Drug boxes help citizens fight crisis
Published 9:43 pm Wednesday, October 25, 2017
Citizens nationwide can safely dispose of their unwanted or expired drugs on National Prescription Drug Take Back Day on Saturday, part of an effort by the United States Drug Enforcement Administration to curb the sweeping epidemic of opioid addiction.
Suffolk residents, however, can do this anytime, thanks to a partnership between CVS Pharmacy and the Suffolk Police Department.
CVS donated two drug disposal boxes to Suffolk Police in 2015, according to Suffolk Police Capt. Janet Brandsasse. One of the boxes is located at Suffolk Police Headquarters at 111 Henley Place and is available to visitors 24 hours a day. The other is available from 8:30 a.m. to 5 p.m. Monday through Friday at Precinct 2 at 3901 Bridge Road.
People can just walk inside and dispose of their prescriptions and any other unwanted medications, including over-the-counter tablets and capsules, liquid medications, inhalers, ointments, nasal sprays and even pet medication, according to a press release.
Needles and injectable solutions, however, are not accepted.
No personal information is required and labels do not need to be removed, Brandsasse said. Both secured boxes are emptied into an incinerator at least once a month.
Drug boxes have been donated to police departments across the country to keep people from contaminating their local water supplies by flushing unused drugs down the toilet, and to help stem the rising tide of drug abuse in the U.S.
“It’s out of control right now in the whole country,” Brandsasse said. “If we can do something to start at home to help prevent this, then that’s what we want to do.”

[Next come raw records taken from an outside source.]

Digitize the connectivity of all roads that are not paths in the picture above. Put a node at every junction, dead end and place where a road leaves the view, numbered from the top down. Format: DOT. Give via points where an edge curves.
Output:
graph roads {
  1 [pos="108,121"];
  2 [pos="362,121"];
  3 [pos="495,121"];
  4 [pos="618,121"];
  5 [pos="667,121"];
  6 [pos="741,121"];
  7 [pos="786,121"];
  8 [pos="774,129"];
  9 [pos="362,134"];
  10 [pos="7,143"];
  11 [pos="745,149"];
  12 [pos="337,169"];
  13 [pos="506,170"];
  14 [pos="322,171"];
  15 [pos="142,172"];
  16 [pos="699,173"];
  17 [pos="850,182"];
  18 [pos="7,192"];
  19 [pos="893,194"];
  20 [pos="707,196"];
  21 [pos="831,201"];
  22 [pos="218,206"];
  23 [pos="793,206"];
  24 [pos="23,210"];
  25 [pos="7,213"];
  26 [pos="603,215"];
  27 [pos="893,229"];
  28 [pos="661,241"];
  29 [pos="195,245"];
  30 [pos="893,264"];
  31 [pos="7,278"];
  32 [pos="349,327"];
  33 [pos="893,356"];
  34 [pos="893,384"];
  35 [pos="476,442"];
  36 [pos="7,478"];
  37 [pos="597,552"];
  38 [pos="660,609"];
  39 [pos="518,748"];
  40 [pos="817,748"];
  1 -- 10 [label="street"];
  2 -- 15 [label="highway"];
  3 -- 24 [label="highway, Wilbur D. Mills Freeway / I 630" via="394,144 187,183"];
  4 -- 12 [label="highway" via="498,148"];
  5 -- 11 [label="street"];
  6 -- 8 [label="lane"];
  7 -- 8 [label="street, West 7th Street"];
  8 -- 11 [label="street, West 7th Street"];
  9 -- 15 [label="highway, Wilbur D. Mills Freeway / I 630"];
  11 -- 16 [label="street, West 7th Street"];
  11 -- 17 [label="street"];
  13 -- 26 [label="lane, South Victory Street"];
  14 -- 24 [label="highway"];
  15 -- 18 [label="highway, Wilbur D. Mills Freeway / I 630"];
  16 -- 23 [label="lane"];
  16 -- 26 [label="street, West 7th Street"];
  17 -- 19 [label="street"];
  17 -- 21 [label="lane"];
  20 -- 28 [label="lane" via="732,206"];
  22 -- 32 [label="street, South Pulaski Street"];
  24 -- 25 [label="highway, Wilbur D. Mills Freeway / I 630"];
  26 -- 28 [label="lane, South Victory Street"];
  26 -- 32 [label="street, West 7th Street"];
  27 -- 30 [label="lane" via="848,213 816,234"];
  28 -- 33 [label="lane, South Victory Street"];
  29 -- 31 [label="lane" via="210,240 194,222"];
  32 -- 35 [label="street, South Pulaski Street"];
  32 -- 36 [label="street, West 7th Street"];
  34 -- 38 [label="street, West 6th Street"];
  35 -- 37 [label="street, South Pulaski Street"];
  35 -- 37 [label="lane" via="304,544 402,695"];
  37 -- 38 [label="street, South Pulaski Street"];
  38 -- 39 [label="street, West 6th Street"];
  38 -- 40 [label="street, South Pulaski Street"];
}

The number of Americans abusing heroin doubled to 700,000 from 2007 to 2012, according to the National Institute on Drug Abuse, and half of young people using heroin started by abusing prescription opioids.
Statistics show that opioid prescriptions have nearly tripled during the last 25 years. The U.S. now accounts for nearly 100 percent of the world’s hydrocodone prescriptions and 81 percent of oxycodone prescriptions, according to a press release from the Virginia attorney general’s office.
Brandsasse sought to have the drug collection boxes set up here because of citizen concerns and demands she heard when she was running a narcotics unit. She described how older residents sometimes leave numerous medications in their homes when they die, and the drugs are then vulnerable to theft, even by family members.
“We don’t want to think that family members will take them, but some do, and this is how a lot of younger kids get addicted to these medications,” she said. “It just rolls downhill from there.”
Drug collection locations for the special takeback day will be open from 10 a.m. to 2 p.m. Saturday across Hampton Roads, although no special locations are listed in Suffolk that day.
Search for locations online at deadiversion.usdoj.gov/drug_disposal/takeback.